At least seven Christian churches were set on fire in Niger by protestors in a second day of demonstrations against the French magazine's depiction of Muhammed.
Saturday's protests started in Niger's capital of Niamey, with people gathering at the grand mosque. Police fired tear gas at the angry crowd - at least 1,000 strong - as they burned tires and threw stones at security troops.
At least two police cars were torched as the crowd responded with fury at a decision to ban a march organised by local Muslim leaders.
"They offended our Prophet Muhammed. That's what we didn't like," Amadou Abdoul Ouahab said, in a Reuters report. "This is the reason why we have asked Muslims to come, so that we can explain this to them, but the state refused. That's why we're angry today."

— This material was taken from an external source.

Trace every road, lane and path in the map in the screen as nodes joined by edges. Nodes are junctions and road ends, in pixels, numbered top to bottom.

The French embassy has warned its citizens to stay indoors.
Niger, a former French colony, has been gripped by the Charlie Hebdo-linked incident since Friday, when a protest rally in front of a French cultural centre led to violent clashes in which three protesters and a police officer were killed.
Another 20 security officers and 23 civilians were injured, according to Niger's Interior Minister Hassoumi Massaoudou.

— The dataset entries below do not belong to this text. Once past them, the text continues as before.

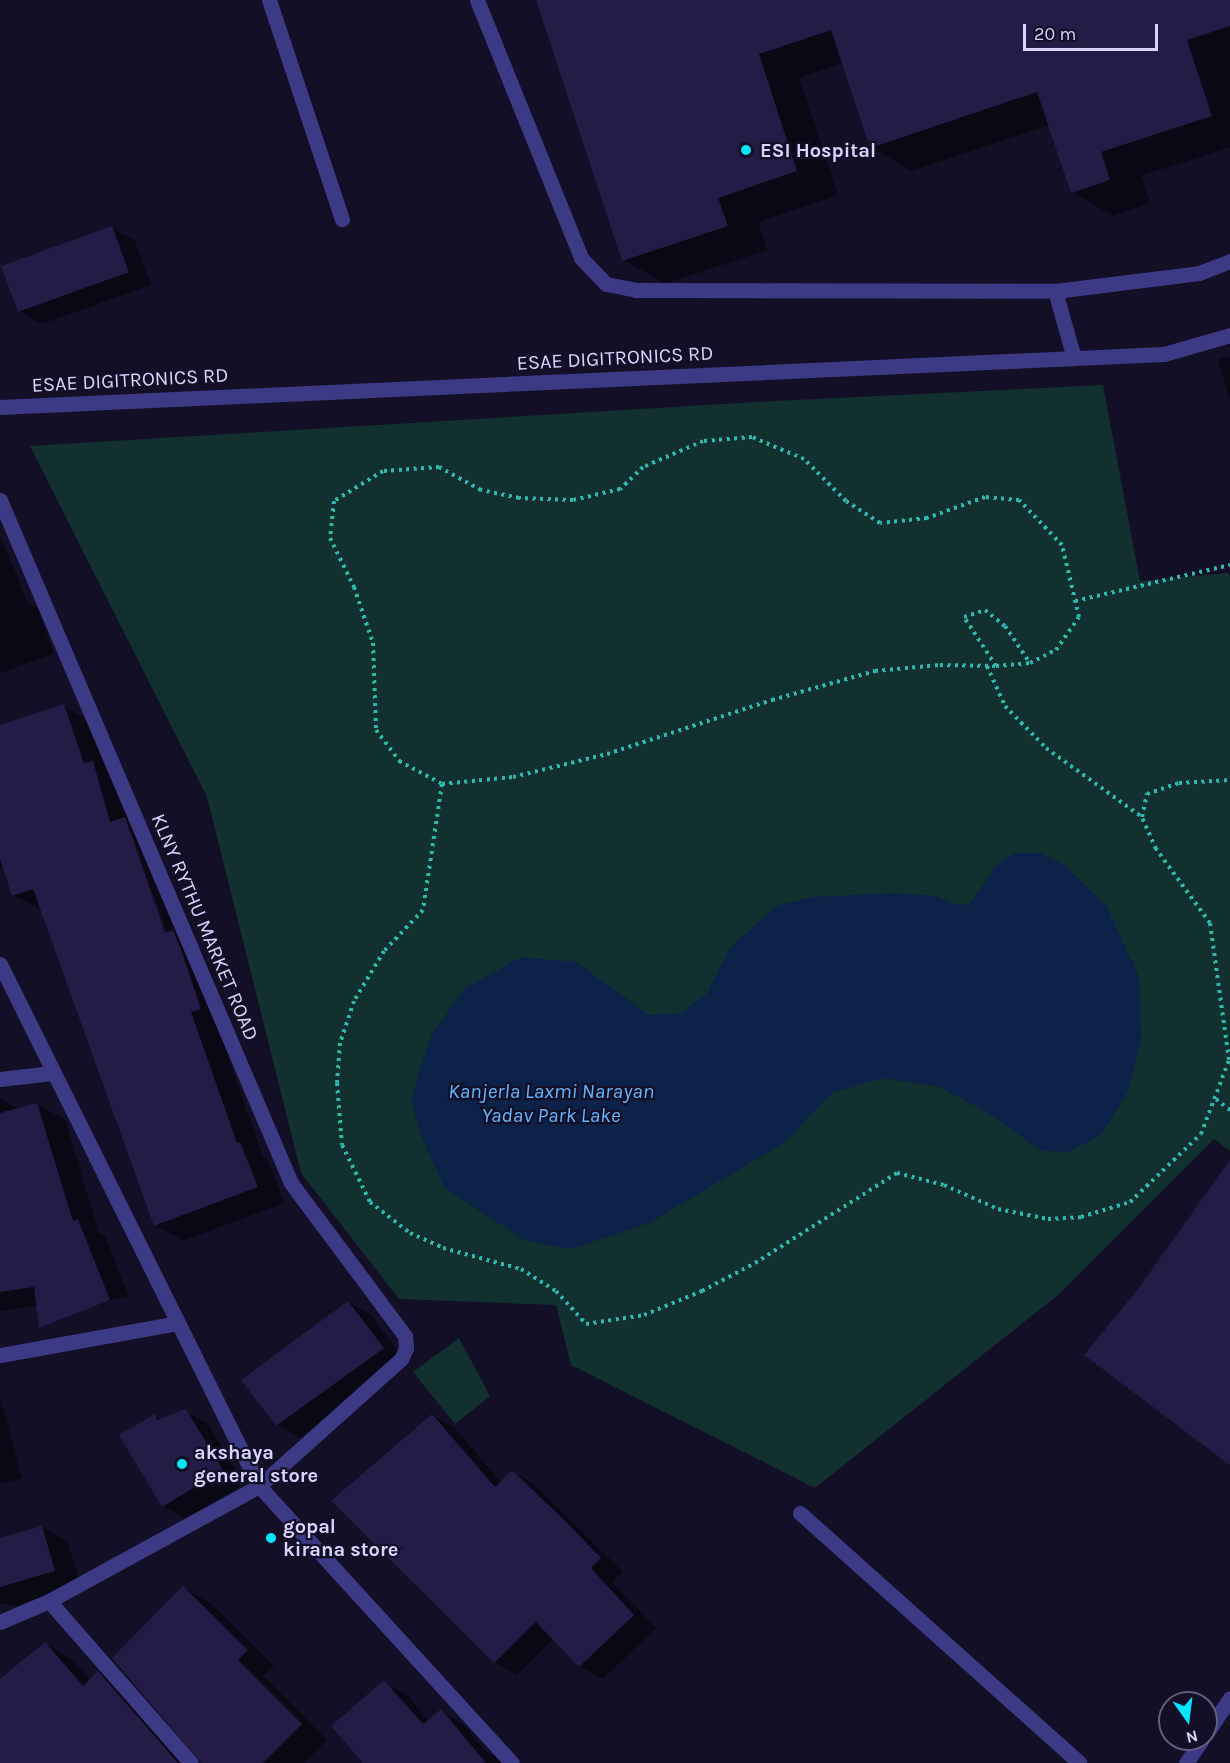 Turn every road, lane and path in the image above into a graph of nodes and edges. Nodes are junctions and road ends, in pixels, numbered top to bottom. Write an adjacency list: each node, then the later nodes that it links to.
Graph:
1 (269, 0): 3 (street)
2 (477, 0): 5 (street)
3 (342, 219)
4 (1230, 261): 5 (street)
5 (1055, 291): 7 (street)
6 (1230, 334): 7 (street, ESAE DIGITRONICS RD)
7 (1074, 358): 8 (street, ESAE DIGITRONICS RD)
8 (0, 407)
9 (0, 500): 25 (street, KLNY RYTHU MARKET ROAD)
10 (1230, 565): 11 (path)
11 (1075, 601): 12 (path); 16 (path)
12 (1030, 663): 14 (path); 14 (path)
13 (987, 666): 14 (path); 16 (path); 17 (path)
14 (996, 666)
15 (1230, 780): 17 (path)
16 (442, 784): 21 (path)
17 (1142, 817): 21 (path)
18 (0, 964): 19 (street)
19 (52, 1073): 20 (street); 23 (street)
20 (0, 1079)
21 (1216, 1099): 22 (path)
22 (1230, 1110)
23 (177, 1323): 24 (street); 25 (street)
24 (0, 1354)
25 (259, 1486): 27 (street); 32 (street)
26 (800, 1513): 33 (street)
27 (49, 1600): 28 (street); 31 (street)
28 (0, 1622)
29 (1230, 1698): 30 (street)
30 (1218, 1716)
31 (191, 1763)
32 (512, 1763)
33 (1080, 1763) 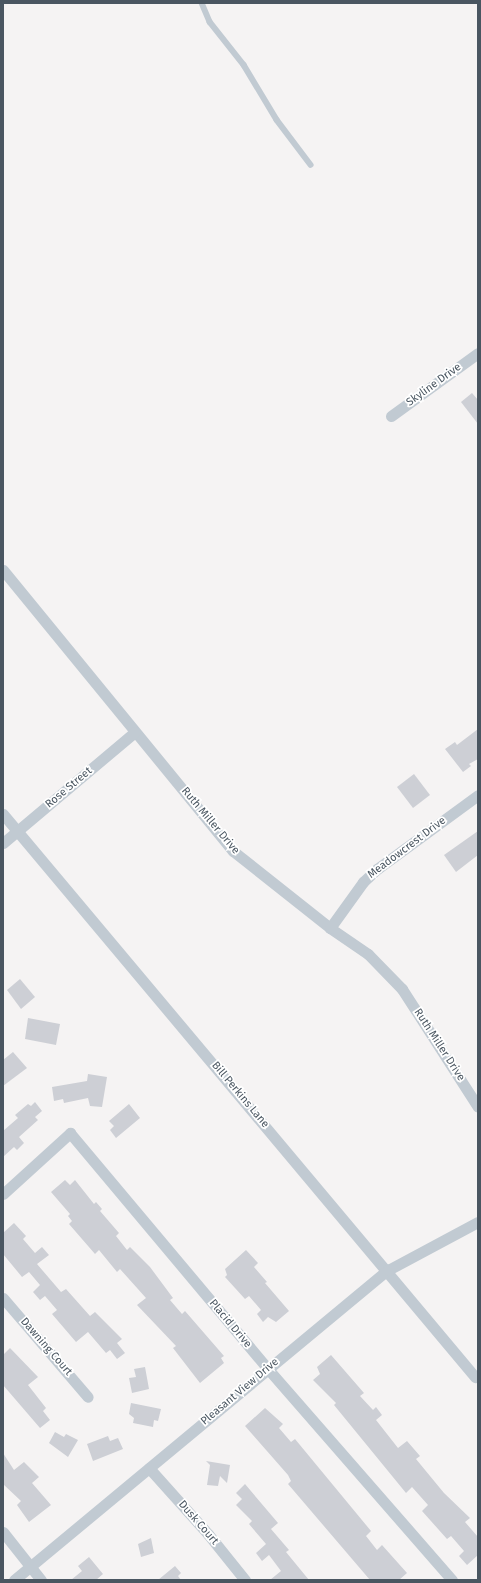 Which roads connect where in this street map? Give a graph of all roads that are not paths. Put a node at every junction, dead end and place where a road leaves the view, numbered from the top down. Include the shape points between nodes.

The government of Niger, a former French colony, has banned the sale of the satirical magazine Charlie Hebdo. According to a Reuters journalist, protesters are angry that Niger President Mahamadou Issoufou attended a unity march in Paris on Sunday 11 January.
On Saturday, similar protests took place in Yemen and Somalia.
In Russia's predominantly Muslim republic of Ingushetia, around 10,000 people gathered to denounce extremists using Islam to spread hatred and violence.
They were also protesting against those in the west who they accuse of taunting Muslims' faith with defending freedom of speech, according to Russia Today.